*Saved data entries*
[Start of section]

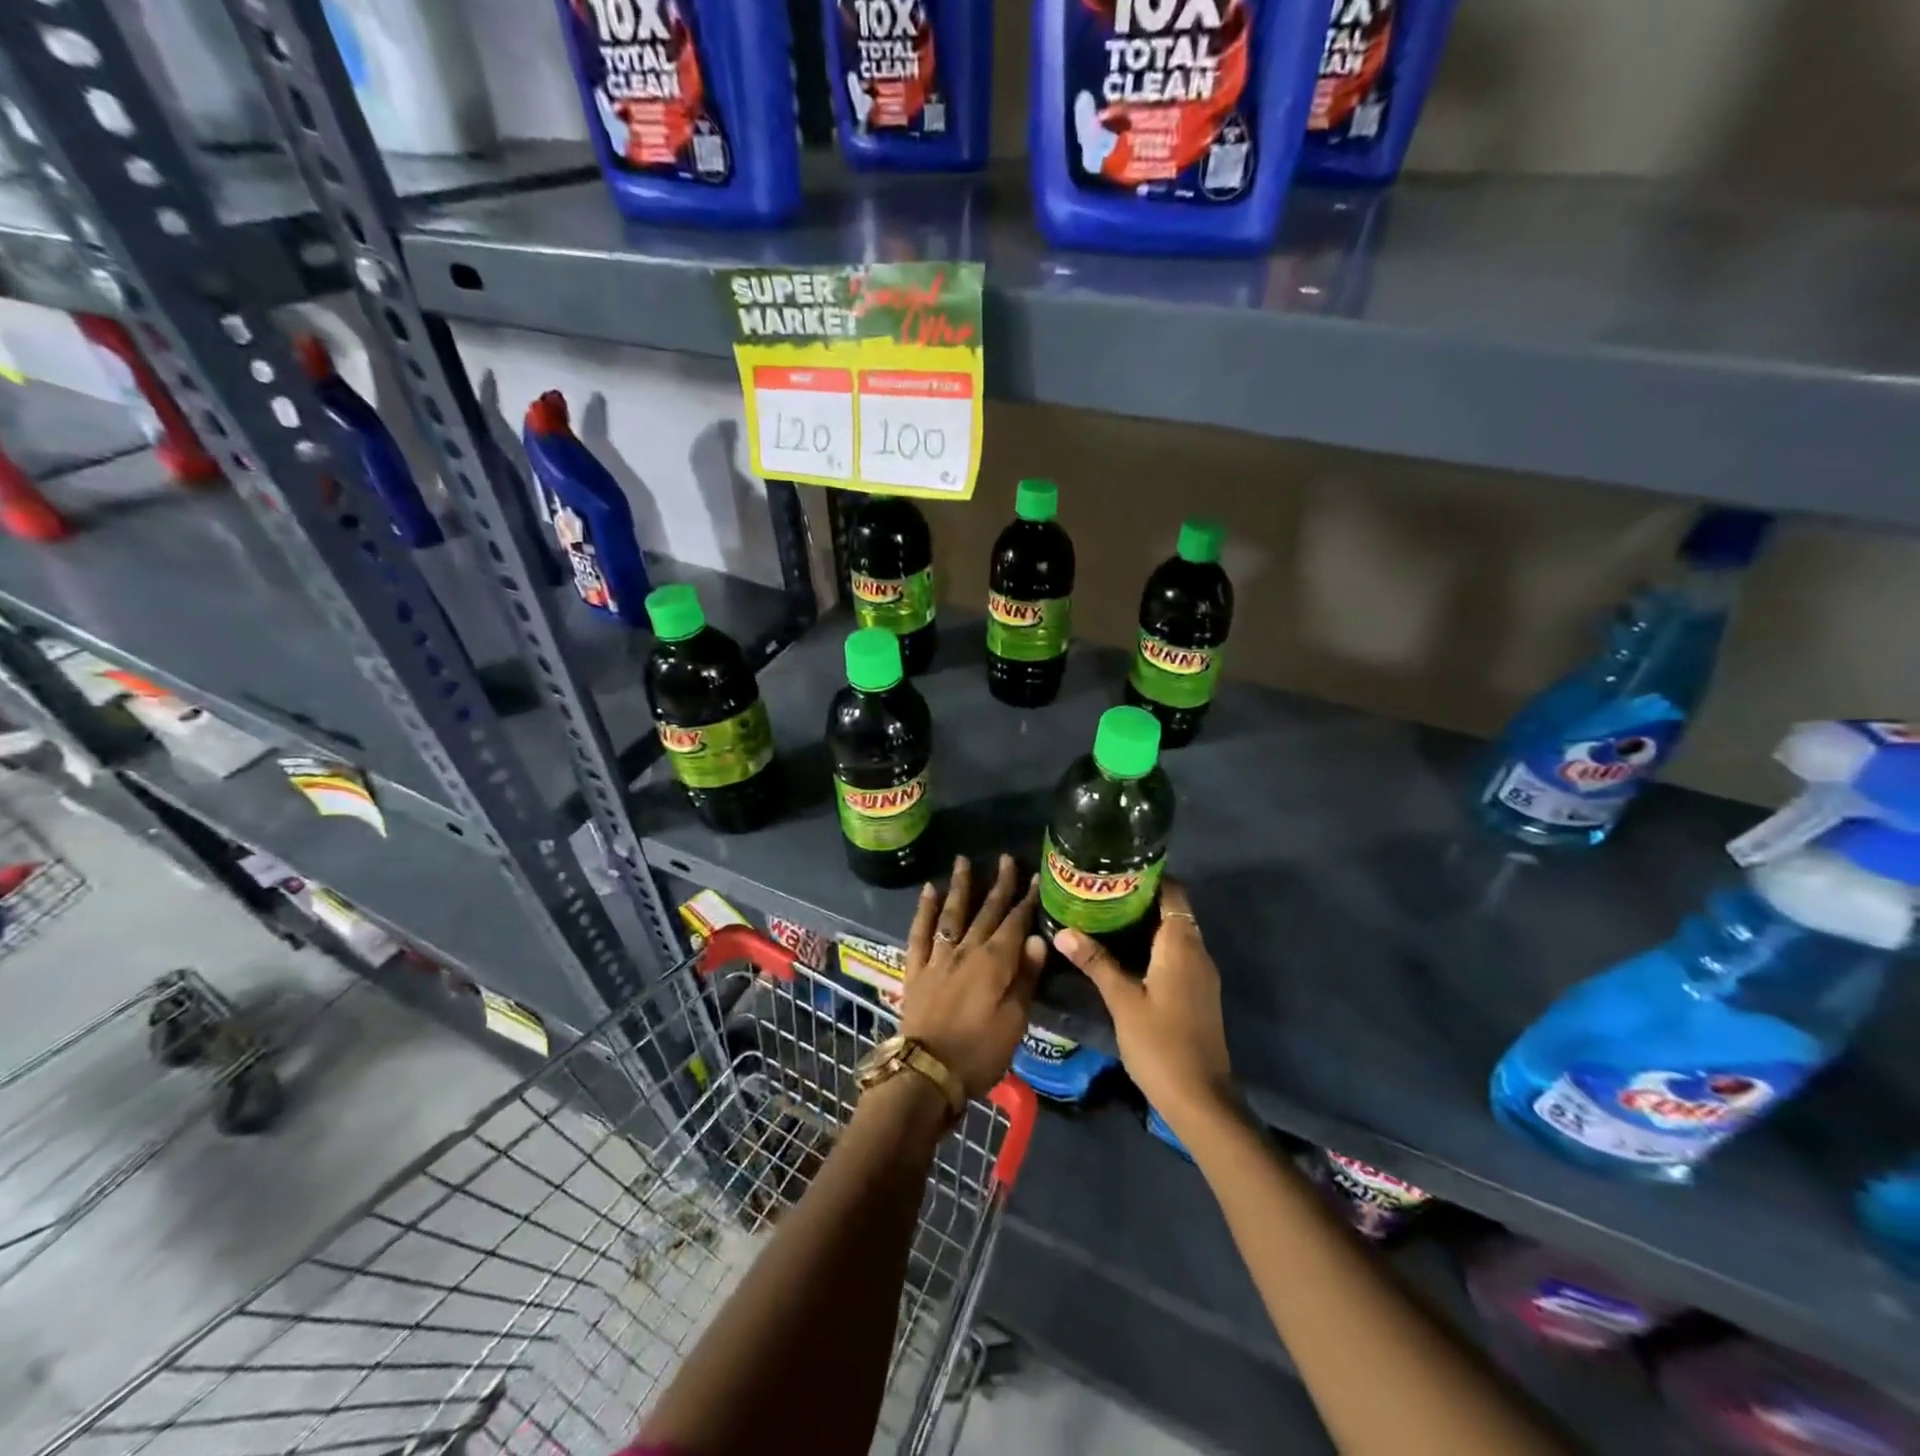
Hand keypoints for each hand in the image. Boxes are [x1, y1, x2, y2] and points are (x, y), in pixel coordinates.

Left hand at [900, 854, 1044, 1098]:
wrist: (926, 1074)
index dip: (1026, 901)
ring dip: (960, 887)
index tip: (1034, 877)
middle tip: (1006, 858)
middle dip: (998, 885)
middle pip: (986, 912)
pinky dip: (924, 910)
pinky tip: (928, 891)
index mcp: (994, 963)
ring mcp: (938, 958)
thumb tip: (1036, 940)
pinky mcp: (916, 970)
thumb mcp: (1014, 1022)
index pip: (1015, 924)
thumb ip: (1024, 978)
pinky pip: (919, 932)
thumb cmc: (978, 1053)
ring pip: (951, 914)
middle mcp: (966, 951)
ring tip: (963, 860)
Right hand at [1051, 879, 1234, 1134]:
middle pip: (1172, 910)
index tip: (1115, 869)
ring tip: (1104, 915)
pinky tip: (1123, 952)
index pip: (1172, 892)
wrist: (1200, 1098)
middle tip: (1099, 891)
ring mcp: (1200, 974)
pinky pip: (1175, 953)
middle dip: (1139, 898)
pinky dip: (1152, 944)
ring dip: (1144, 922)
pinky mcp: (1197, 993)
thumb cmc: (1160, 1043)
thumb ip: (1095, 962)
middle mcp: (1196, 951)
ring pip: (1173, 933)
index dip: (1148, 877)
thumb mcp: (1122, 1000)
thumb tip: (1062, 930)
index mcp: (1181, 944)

[End of section]
[Start of section]

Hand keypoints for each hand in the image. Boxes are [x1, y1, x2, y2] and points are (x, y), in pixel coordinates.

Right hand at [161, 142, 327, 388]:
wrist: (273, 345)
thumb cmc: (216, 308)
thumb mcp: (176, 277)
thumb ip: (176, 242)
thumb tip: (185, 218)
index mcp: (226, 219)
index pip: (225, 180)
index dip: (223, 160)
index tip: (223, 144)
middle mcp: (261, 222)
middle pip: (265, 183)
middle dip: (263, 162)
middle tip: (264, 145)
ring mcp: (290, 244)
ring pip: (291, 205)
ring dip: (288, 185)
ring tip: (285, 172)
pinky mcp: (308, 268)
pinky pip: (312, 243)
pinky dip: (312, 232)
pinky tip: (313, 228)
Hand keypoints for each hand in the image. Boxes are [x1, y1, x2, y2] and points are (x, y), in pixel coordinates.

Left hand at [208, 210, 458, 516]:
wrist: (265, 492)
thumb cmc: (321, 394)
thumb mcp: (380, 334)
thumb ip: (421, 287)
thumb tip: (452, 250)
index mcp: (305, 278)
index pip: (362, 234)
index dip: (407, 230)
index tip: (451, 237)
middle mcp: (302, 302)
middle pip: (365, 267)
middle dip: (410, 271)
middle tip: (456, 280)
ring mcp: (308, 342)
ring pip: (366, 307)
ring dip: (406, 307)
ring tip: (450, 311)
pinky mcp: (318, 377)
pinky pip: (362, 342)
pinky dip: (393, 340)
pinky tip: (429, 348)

[End of section]

With the line that has "middle pip: (986, 912)" as the first and the line that has "index mcp: (1181, 944)" as the last, repeat exactly that run of lines above and no more.

*Output below*
middle pip: (986, 912)
pinky dip: (924, 910)
pinky tip: (928, 891)
index mcp: (994, 963)
ring mcp: (938, 958)
thumb tip: (1036, 940)
pinky mcp: (916, 970)
thumb mcp: (1014, 1022)
index pip: (1015, 924)
thumb ip: (1024, 978)
pinky pip: (919, 932)
thumb cmc: (978, 1053)
ring pip: (951, 914)
middle mcp: (966, 951)
ring tip: (963, 860)
Right hand at [1051, 879, 1234, 1134]:
middle pip: (1172, 910)
index tip: (1115, 869)
ring tip: (1104, 915)
pinky tip: (1123, 952)
index pip: (1172, 892)
wrist: (1200, 1098)
middle tip: (1099, 891)
ring mcp: (1200, 974)
pinky pip: (1175, 953)
middle dip: (1139, 898)
pinky dip: (1152, 944)
ring dip: (1144, 922)
pinky mcp: (1197, 993)
thumb cmc: (1160, 1043)
thumb ip: (1095, 962)
middle mcp: (1196, 951)
ring pip: (1173, 933)
index dip: (1148, 877)
thumb mcp: (1122, 1000)
thumb tip: (1062, 930)
index mcp: (1181, 944)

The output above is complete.